She spoke wistfully. “I call it Gypsy Joker, Long Blonde Hair, Twenty-Seven Years Old, Tortured to Death, Heat Gun.” She lifted her sunglasses, but only for a wink. “Catchy title, don’t you think?”
Schlo plucked out an earbud. Bumped his cup and sloshed coffee. Snatched a napkin from the dispenser and mopped the table. He ripped out the other earbud and flung them both at her. Pushing himself away from the table, he shoved, red faced, past the waitress. As his parting shot, he muttered, “You should maybe see a priest.”
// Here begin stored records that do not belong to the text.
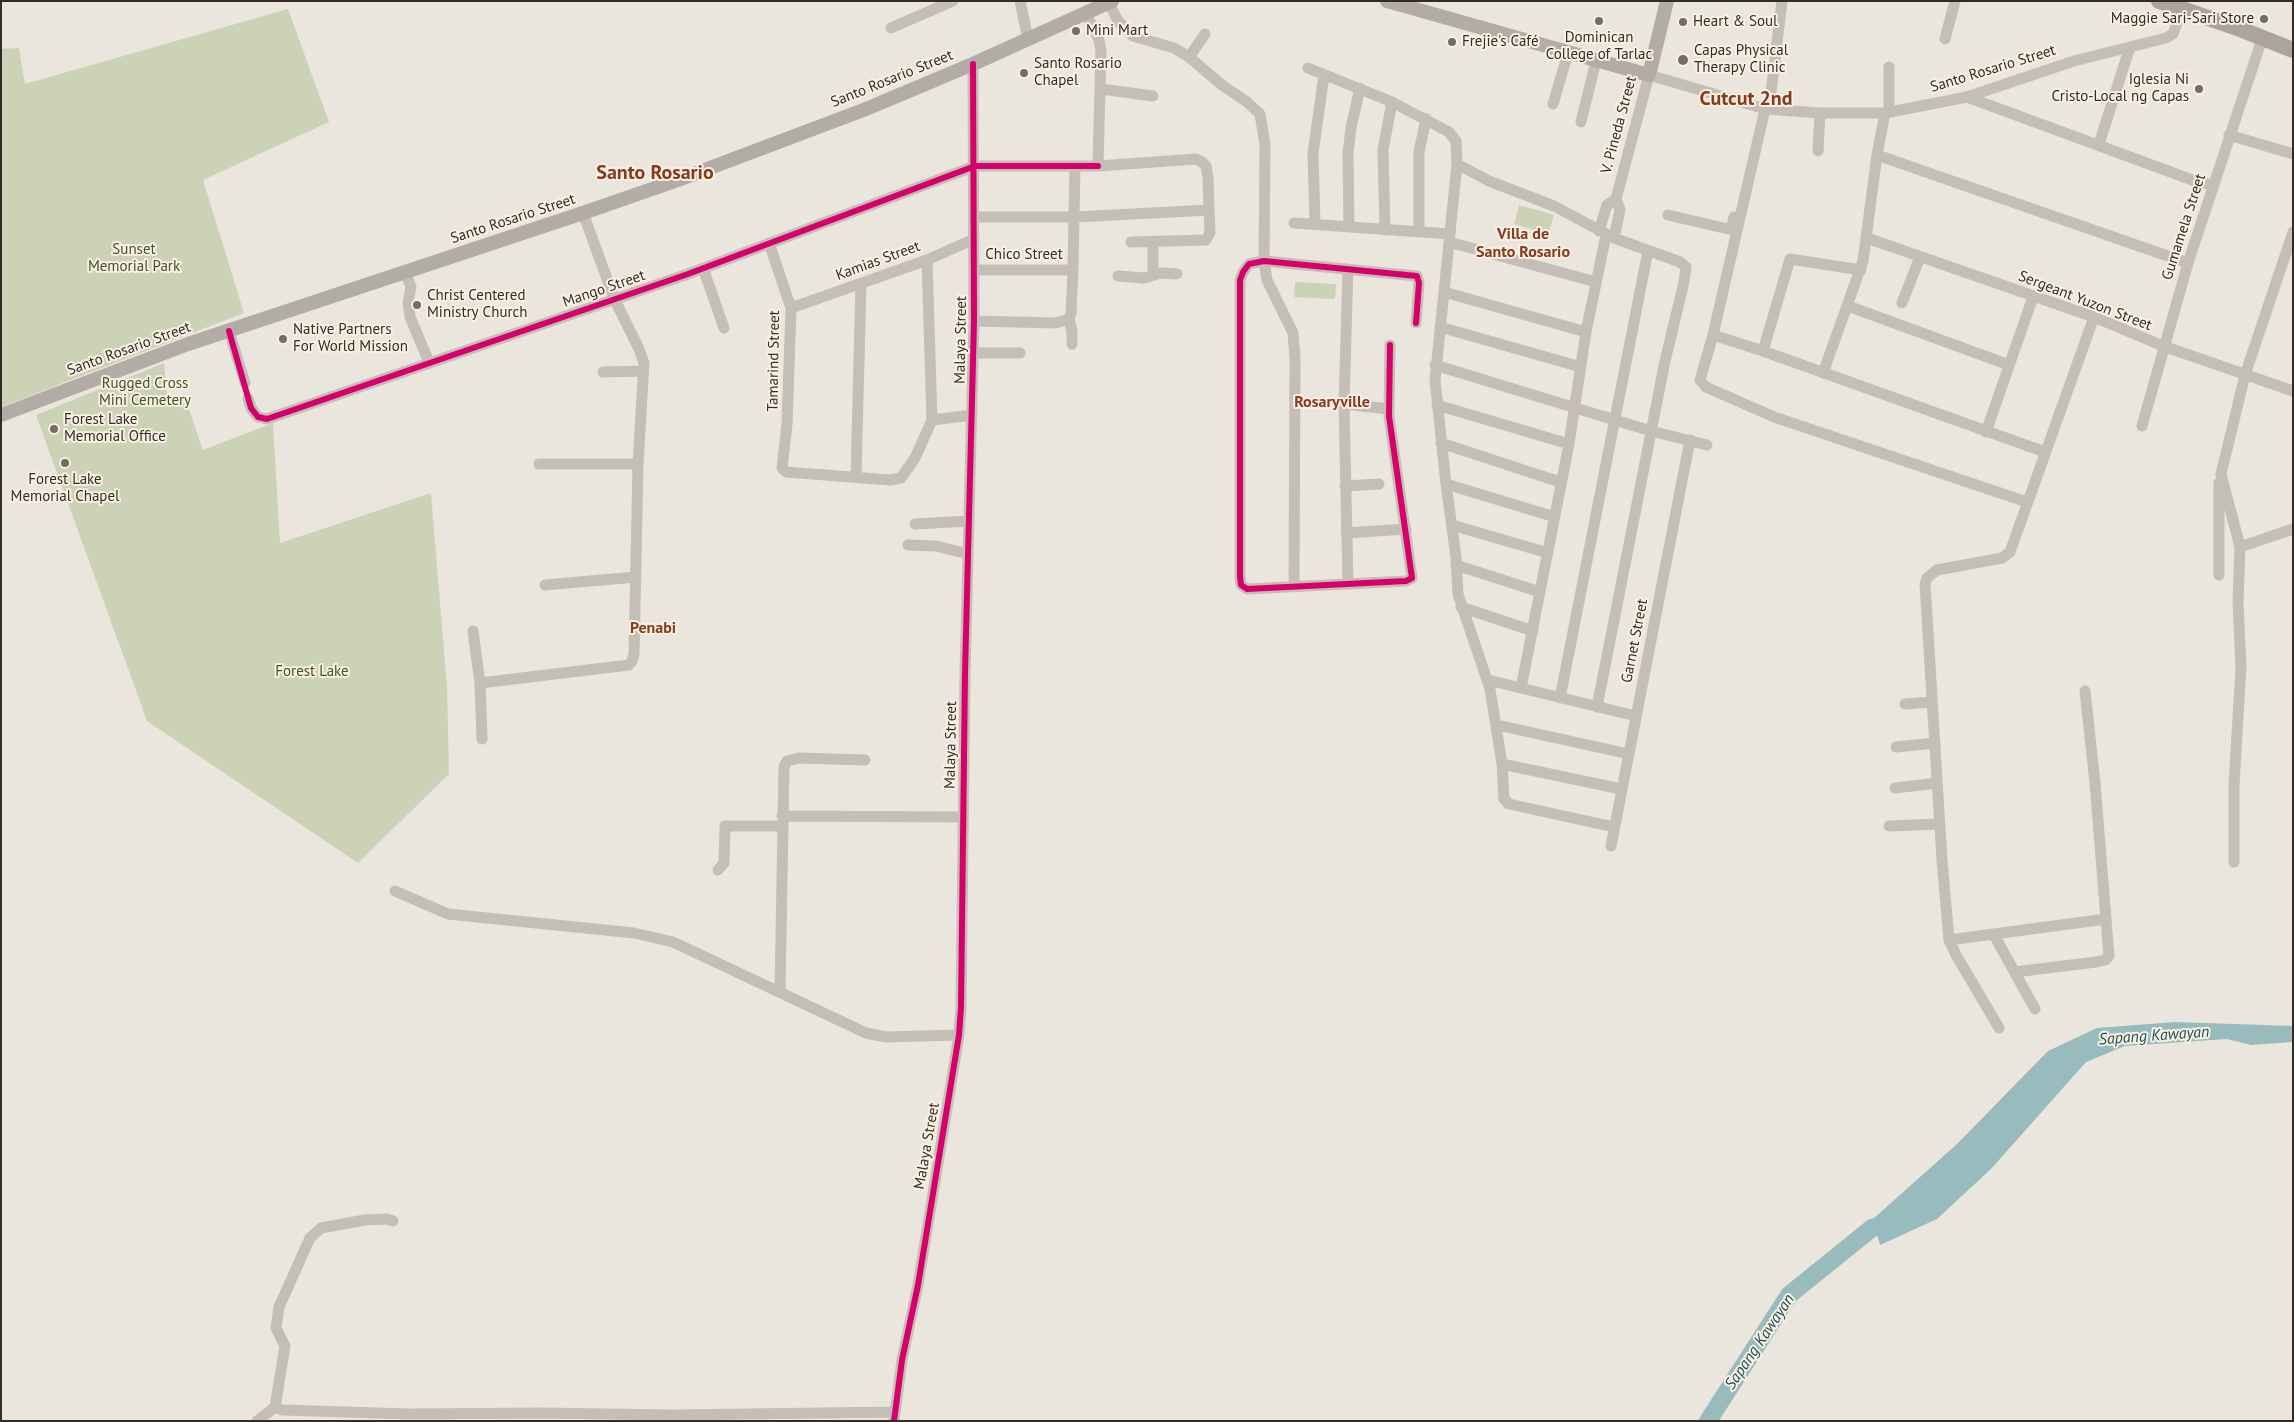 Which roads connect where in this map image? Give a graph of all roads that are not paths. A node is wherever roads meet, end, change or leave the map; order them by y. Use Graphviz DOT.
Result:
graph roads {
  1 [pos="953,1"];
  2 [pos="1020,1"];
  3 [pos="1387,1"];
  4 [pos="1666,1"];
  5 [pos="1782,1"];
  6 [pos="1956,1"];
  7 [pos="2159,1"];
  8 [pos="1110,2"];
  9 [pos="1407,4"];
  10 [pos="2182,9"];
  11 [pos="1086,13"];
  12 [pos="891,28"];
  13 [pos="1205,34"];
  14 [pos="1028,38"];
  15 [pos="1945,39"];
  16 [pos="2262,39"];
  17 [pos="2130,47"];
  18 [pos="2293,50"];
  19 [pos="1568,53"];
  20 [pos="1189,57"];
  21 [pos="1596,61"];
  22 [pos="973,64"];
  23 [pos="1889,67"];
  24 [pos="1308,68"];
  25 [pos="1324,75"];
  26 [pos="1649,75"];
  27 [pos="1360,88"];
  28 [pos="1102,89"];
  29 [pos="1153,96"];
  30 [pos="1966,96"];
  31 [pos="1392,102"];
  32 [pos="1552,104"];
  33 [pos="1767,109"];
  34 [pos="1820,113"];
  35 [pos="1887,113"];
  36 [pos="1426,120"];
  37 [pos="1581,122"];
  38 [pos="2230,135"];
  39 [pos="2099,144"];
  40 [pos="1818,152"];
  41 [pos="2293,154"];
  42 [pos="1877,155"];
  43 [pos="1457,164"];
  44 [pos="975,166"];
  45 [pos="1075,166"];
  46 [pos="1098,166"];
  47 [pos="2213,185"];
  48 [pos="1209,210"];
  49 [pos="1740,212"];
  50 [pos="583,214"];
  51 [pos="1668,215"];
  52 [pos="975,217"];
  53 [pos="1074,217"];
  54 [pos="1294,223"];
  55 [pos="1315,223"];
  56 [pos="1349,227"];
  57 [pos="1385,230"];
  58 [pos="1419,232"];
  59 [pos="2293,232"];
  60 [pos="1606,235"];
  61 [pos="1449,238"];
  62 [pos="1867,238"];
  63 [pos="974,239"];
  64 [pos="1131,242"];
  65 [pos="1152,242"];
  66 [pos="770,243"];
  67 [pos="1648,251"];
  68 [pos="1920,257"];
  69 [pos="927,260"];
  70 [pos="1264,261"];
  71 [pos="2188,263"];
  72 [pos="703,268"];
  73 [pos="1348,269"];
  74 [pos="974,270"];
  75 [pos="1073,270"];
  76 [pos="1861,270"];
  77 [pos="405,272"];
  78 [pos="1153,274"];
  79 [pos="1177,274"];
  80 [pos="1118,276"];
  81 [pos="1596,282"];
  82 [pos="861,284"];
  83 [pos="1444,292"];
  84 [pos="2033,296"];
  85 [pos="614,298"];
  86 [pos="1902,303"];
  87 [pos="1848,306"];
  88 [pos="792,308"];
  89 [pos="2094,317"];
  90 [pos="1069,319"];
  91 [pos="974,321"];
  92 [pos="1416,323"];
  93 [pos="1440,327"];
  94 [pos="724,328"];
  95 [pos="229,331"];
  96 [pos="1586,332"];
  97 [pos="1713,335"];
  98 [pos="1072,344"];
  99 [pos="1390,345"];
  100 [pos="2163,346"];
  101 [pos="1763,351"];
  102 [pos="973,354"];
  103 [pos="1020,354"];
  104 [pos="430,362"];
  105 [pos="1435,365"];
  106 [pos="2008,365"];
  107 [pos="1581,367"];
  108 [pos="644,371"];
  109 [pos="603,372"];
  110 [pos="1824,373"];
  111 [pos="2245,375"];
  112 [pos="245,383"];
  113 [pos="2293,391"];
  114 [pos="248,398"];
  115 [pos="1344,404"];
  116 [pos="1437,404"];
  117 [pos="1575,406"];
  118 [pos="1388,409"];
  119 [pos="1,415"];
  120 [pos="972,415"];
  121 [pos="1616,419"];
  122 [pos="932,420"];
  123 [pos="2142,426"];
  124 [pos="1651,431"];
  125 [pos="1986,432"];
  126 [pos="1690,440"];
  127 [pos="1441,443"];
  128 [pos="1569,444"];
  129 [pos="1707,445"];
  130 [pos="2044,452"];
  131 [pos="540,464"];
  132 [pos="638,464"];
  133 [pos="2221,474"];
  134 [pos="856,476"];
  135 [pos="1560,482"];
  136 [pos="1379,484"];
  137 [pos="1446,484"];
  138 [pos="1345,486"];
  139 [pos="2027,502"];
  140 [pos="1555,517"];
  141 [pos="969,522"];
  142 [pos="915,524"];
  143 [pos="1452,525"];
  144 [pos="1406,529"];
  145 [pos="2293,529"];
  146 [pos="1346,533"];
  147 [pos="908,545"];
  148 [pos="2240,547"];
  149 [pos="1548,553"];
  150 [pos="968,554"];
  151 [pos="1456,565"];
  152 [pos="2219,575"];
  153 [pos="636,577"];
  154 [pos="1348,584"];
  155 [pos="546,585"];
  156 [pos="1294,586"];
  157 [pos="1540,592"];
  158 [pos="1461,607"];
  159 [pos="473,631"];
  160 [pos="1533,631"];
  161 [pos="1488,680"];
  162 [pos="480,682"];
  163 [pos="1521,688"];
  164 [pos="2085,691"];
  165 [pos="1560,698"];
  166 [pos="1932,702"];
  167 [pos="1905,704"];
  168 [pos="1597,707"];
  169 [pos="1636,716"];
  170 [pos="1497,725"];
  171 [pos="482,739"];
  172 [pos="1935,743"];
  173 [pos="1896,747"];
  174 [pos="1629,754"];
  175 [pos="865,760"];
  176 [pos="1502,764"];
  177 [pos="1937,783"];
  178 [pos="1894,788"];
  179 [pos="1621,789"];
  180 [pos="962,817"];
  181 [pos="782,821"];
  182 [pos="1940,824"];
  183 [pos="1889,826"];
  184 [pos="1614,827"];
  185 [pos="1610,846"];
  186 [pos="2234,862"];
  187 [pos="718,870"];
  188 [pos="395,891"];
  189 [pos="2106,919"];
  190 [pos="1994,936"];
  191 [pos="1949,940"];
  192 [pos="2015,972"];
  193 [pos="780,992"];
  194 [pos="2035,1009"];
  195 [pos="1999,1028"];
  196 [pos="959,1034"];
  197 [pos="393,1221"];
  198 [pos="275,1407"];
  199 [pos="894,1417"];
  200 [pos="257,1421"];
  1 -- 12 [label="street"];
  2 -- 14 [label="street"];
  3 -- 9 [label="main road, Santo Rosario Street"];
  4 -- 26 [label="main road, V. Pineda Street"];
  5 -- 33 [label="street"];
  6 -- 15 [label="street"];
  7 -- 10 [label="highway"];
  8 -- 11 [label="main road, Santo Rosario Street"];
  8 -- 20 [label="street"];
  9 -- 19 [label="main road, Santo Rosario Street"];
  10 -- 16 [label="highway"];
  10 -- 17 [label="street, Santo Rosario Street"];
  11 -- 14 [label="main road, Santo Rosario Street"];
  11 -- 28 [label="street"];
  13 -- 20 [label="street"];
  14 -- 22 [label="main road, Santo Rosario Street"];
  16 -- 18 [label="highway"];
  16 -- 38 [label="street, Gumamela Street"];
  17 -- 30 [label="street, Santo Rosario Street"];
  17 -- 39 [label="street"];
  19 -- 21 [label="main road, Santo Rosario Street"];
  19 -- 32 [label="street"];
  20 -- 70 [label="street"];
  21 -- 26 [label="main road, Santo Rosario Street"];
  21 -- 37 [label="street"];
  22 -- 44 [label="street, Malaya Street"];
  22 -- 50 [label="main road, Santo Rosario Street"];
  23 -- 35 [label="street"];
  24 -- 25 [label="street"];
  25 -- 27 [label="street"];
  25 -- 55 [label="street"];
  26 -- 33 [label="street, Santo Rosario Street"];
  26 -- 60 [label="street, V. Pineda Street"];
  27 -- 31 [label="street"];
  27 -- 56 [label="street"];
  28 -- 29 [label="street"];
  28 -- 46 [label="street"];
  30 -- 35 [label="street, Santo Rosario Street"];
  30 -- 39 [label="street"];
  31 -- 36 [label="street"];
  31 -- 57 [label="street"];
  33 -- 34 [label="street, Santo Rosario Street"];
  33 -- 49 [label="street"];
  34 -- 35 [label="street, Santo Rosario Street"];
  34 -- 40 [label="street"];
  35 -- 42 [label="street"];
  36 -- 43 [label="street"];
  36 -- 58 [label="street"];
  38 -- 41 [label="street"];
  38 -- 47 [label="street, Gumamela Street"];
  39 -- 47 [label="street"];
  42 -- 62 [label="street"];
  42 -- 71 [label="street"];
  43 -- 60 [label="street"];
  43 -- 61 [label="street"];
  44 -- 45 [label="street"];
  44 -- 52 [label="street, Malaya Street"];
  44 -- 66 [label="street, Mango Street"];
  45 -- 46 [label="street"];
  45 -- 53 [label="street"];
  46 -- 48 [label="street"];
  47 -- 71 [label="street, Gumamela Street"];
  48 -- 53 [label="street"];
  48 -- 65 [label="street"];
  49 -- 51 [label="street"];
  49 -- 97 [label="street"];
  50 -- 77 [label="main road, Santo Rosario Street"];
  50 -- 85 [label="street"];
  52 -- 53 [label="street"];
  52 -- 63 [label="street, Malaya Street"];
  53 -- 75 [label="street"];
  54 -- 55 [label="street"];
  55 -- 56 [label="street"];
  56 -- 57 [label="street"];
  57 -- 58 [label="street"];
  58 -- 61 [label="street"];
  59 -- 111 [label="street"];
  60 -- 67 [label="street"];
  60 -- 81 [label="street, V. Pineda Street"];
  61 -- 81 [label="street"];
  61 -- 83 [label="street"];
  62 -- 68 [label="street, Sergeant Yuzon Street"];
  62 -- 76 [label="street"];
  63 -- 69 [label="street, Kamias Street"];
  63 -- 74 [label="street, Malaya Street"];
  64 -- 65 [label="street"];
  65 -- 78 [label="street"];
  66 -- 72 [label="street, Mango Street"];
  66 -- 88 [label="street, Tamarind Street"];
  67 -- 121 [label="street"];
  67 -- 124 [label="street"];
  68 -- 84 [label="street, Sergeant Yuzon Street"];
  68 -- 86 [label="street"];
  69 -- 82 [label="street, Kamias Street"];
  69 -- 122 [label="street"];
  70 -- 73 [label="street"];
  70 -- 156 [label="street"];
  70 -- 156 [label="street"];
  71 -- 100 [label="street, Gumamela Street"];
  72 -- 85 [label="street, Mango Street"];
  72 -- 94 [label="street"];
  73 -- 92 [label="street"];
  73 -- 115 [label="street"];
  74 -- 75 [label="street, Chico Street"];
  74 -- 91 [label="street, Malaya Street"];
  75 -- 90 [label="street"];
  76 -- 87 [label="street"];
  76 -- 101 [label="street"];
  77 -- 95 [label="main road, Santo Rosario Street"];
  77 -- 104 [label="street"];
  78 -- 79 [label="street"];
  78 -- 80 [label="street"];
  81 -- 96 [label="street, V. Pineda Street"];
  82 -- 88 [label="street, Kamias Street"];
  82 -- 134 [label="street"];
  83 -- 93 [label="street"];
  83 -- 96 [label="street"];
  84 -- 89 [label="street, Sergeant Yuzon Street"];
  84 -- 106 [label="street"];
  85 -- 104 [label="street, Mango Street"];
  85 -- 108 [label="street"];
  87 -- 106 [label="street"];
  87 -- 110 [label="street"];
  88 -- 134 [label="street, Tamarind Street"];
  89 -- 100 [label="street, Sergeant Yuzon Street"];
  89 -- 130 [label="street"];
  90 -- 91 [label="street"];
  90 -- 98 [label="street"];
  91 -- 102 [label="street, Malaya Street"];
  93 -- 105 [label="street"];
  93 -- 107 [label="street"];
  95 -- 112 [label="street"];
  95 -- 119 [label="main road, Santo Rosario Street"];
  96 -- 107 [label="street, V. Pineda Street"];
  97 -- 101 [label="street"];
  97 -- 139 [label="street"];
  99 -- 118 [label="street"];
  100 -- 111 [label="street, Sergeant Yuzon Street"];
  100 -- 123 [label="street, Gumamela Street"];
  101 -- 110 [label="street"];
  102 -- 103 [label="street"];
  102 -- 120 [label="street, Malaya Street"];
  104 -- 114 [label="street, Mango Street"];
  105 -- 116 [label="street"];
  105 -- 117 [label="street"];
  106 -- 125 [label="street"];
  107 -- 117 [label="street, V. Pineda Street"];
  108 -- 109 [label="street"];
  108 -- 132 [label="street"];
  110 -- 125 [label="street"];
  111 -- 113 [label="street, Sergeant Yuzon Street"];
  111 -- 133 [label="street"];
  115 -- 118 [label="street"];
  115 -- 138 [label="street"];
  116 -- 127 [label="street"];
  116 -- 128 [label="street"];
  117 -- 121 [label="street"];
  117 -- 128 [label="street, V. Pineda Street"];
  118 -- 144 [label="street"];
  120 -- 122 [label="street"];
  120 -- 141 [label="street, Malaya Street"];
  121 -- 124 [label="street"];
  121 -- 165 [label="street"];
  122 -- 134 [label="street"];
  124 -- 126 [label="street"];
  124 -- 168 [label="street"];
  125 -- 130 [label="street"];
  126 -- 129 [label="street"];
  126 -- 169 [label="street, Garnet Street"];
  127 -- 135 [label="street"];
  127 -- 137 [label="street"];
  128 -- 135 [label="street, V. Pineda Street"];
  130 -- 139 [label="street"];
  131 -- 132 [label="street"];
  132 -- 153 [label="street"];
  133 -- 148 [label="street"];
  133 -- 152 [label="street"];
  135 -- 140 [label="street, V. Pineda Street"];
  136 -- 138 [label="street"];
  137 -- 140 [label="street"];
  137 -- 143 [label="street"];
  138 -- 146 [label="street"];
  139 -- 166 [label="street"];
  140 -- 149 [label="street, V. Pineda Street"];
  141 -- 142 [label="street"];
  141 -- 150 [label="street, Malaya Street"];
  143 -- 149 [label="street"];
  143 -- 151 [label="street"];
  144 -- 146 [label="street"];
  144 -- 154 [label="street"];
  145 -- 148 [label="street"];
  146 -- 154 [label="street"];
  147 -- 150 [label="street"];
  148 -- 186 [label="street"];
  149 -- 157 [label="street, V. Pineda Street"];
  150 -- 180 [label="street, Malaya Street"];
  151 -- 157 [label="street"];
  151 -- 158 [label="street"];
  153 -- 155 [label="street"];
  153 -- 162 [label="street"];
  154 -- 156 [label="street"];
  157 -- 160 [label="street, V. Pineda Street"];
  158 -- 160 [label="street"];
  158 -- 161 [label="street"];
  159 -- 162 [label="street"];
  160 -- 163 [label="street, V. Pineda Street"];
  161 -- 163 [label="street"];
  161 -- 170 [label="street"];
  162 -- 171 [label="street"];
  163 -- 165 [label="street"];
  164 -- 189 [label="street"];
  165 -- 168 [label="street"];
  166 -- 167 [label="street"];
  166 -- 172 [label="street"];
  168 -- 169 [label="street"];
  169 -- 174 [label="street, Garnet Street"];
  170 -- 174 [label="street"];
  170 -- 176 [label="street"];
  172 -- 173 [label="street"];
  172 -- 177 [label="street"];
  174 -- 179 [label="street, Garnet Street"];
  175 -- 181 [label="street"];
  176 -- 179 [label="street"];
  176 -- 184 [label="street"];
  177 -- 178 [label="street"];
  177 -- 182 [label="street"];
  179 -- 184 [label="street, Garnet Street"];
  180 -- 181 [label="street"];
  180 -- 196 [label="street, Malaya Street"];
  181 -- 187 [label="street"];
  181 -- 193 [label="street"];
  182 -- 183 [label="street"];
  182 -- 191 [label="street"];
  184 -- 185 [label="street, Garnet Street"];
  188 -- 193 [label="street"];
  189 -- 190 [label="street"];
  189 -- 192 [label="street"];
  190 -- 191 [label="street"];
  190 -- 192 [label="street"];
  191 -- 195 [label="street"];
  192 -- 194 [label="street"];
  193 -- 196 [label="street"];
  196 -- 199 [label="street, Malaya Street"];
  197 -- 198 [label="street"];
  198 -- 199 [label="street"];
  198 -- 200 [label="street"];
}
Mitzi gathered the fallen earbuds, calling after him, “My work is its own church.”
The server watched him exit through the glass doors and stagger across the parking lot toward his Porsche. She said, “I love his films.” A waitress playing an actress playing a waitress.
Mitzi looked her up and down. She nodded after the Porsche. “You want to be in his next release?”
The girl asked, “You a producer?” She looked to be twenty-three, twenty-four, with just a trace of corn-fed twang to her words. She hadn’t been in the Southland long enough to fry her skin and hair. No wedding ring, either. Promising details.
Mitzi looked at her nametag. “Shania? You know what a Foley artist is?”
She shook her head, Nuh-uh. “But you know people, right?”
In response Mitzi lifted the packet from the table and fished out a thick bundle of bills. She thumbed off one, two, three hundred and held them up, waiting to see whether or not this new talent would take the bait.
Robb called him at home. To check in, he said. He asked if Foster would be at the group for their next meet-up.
Foster studied the bite mark on his hand. The small horseshoe of baby teeth, scabbed over in fresh blood. And he told Robb to look for him in the church basement.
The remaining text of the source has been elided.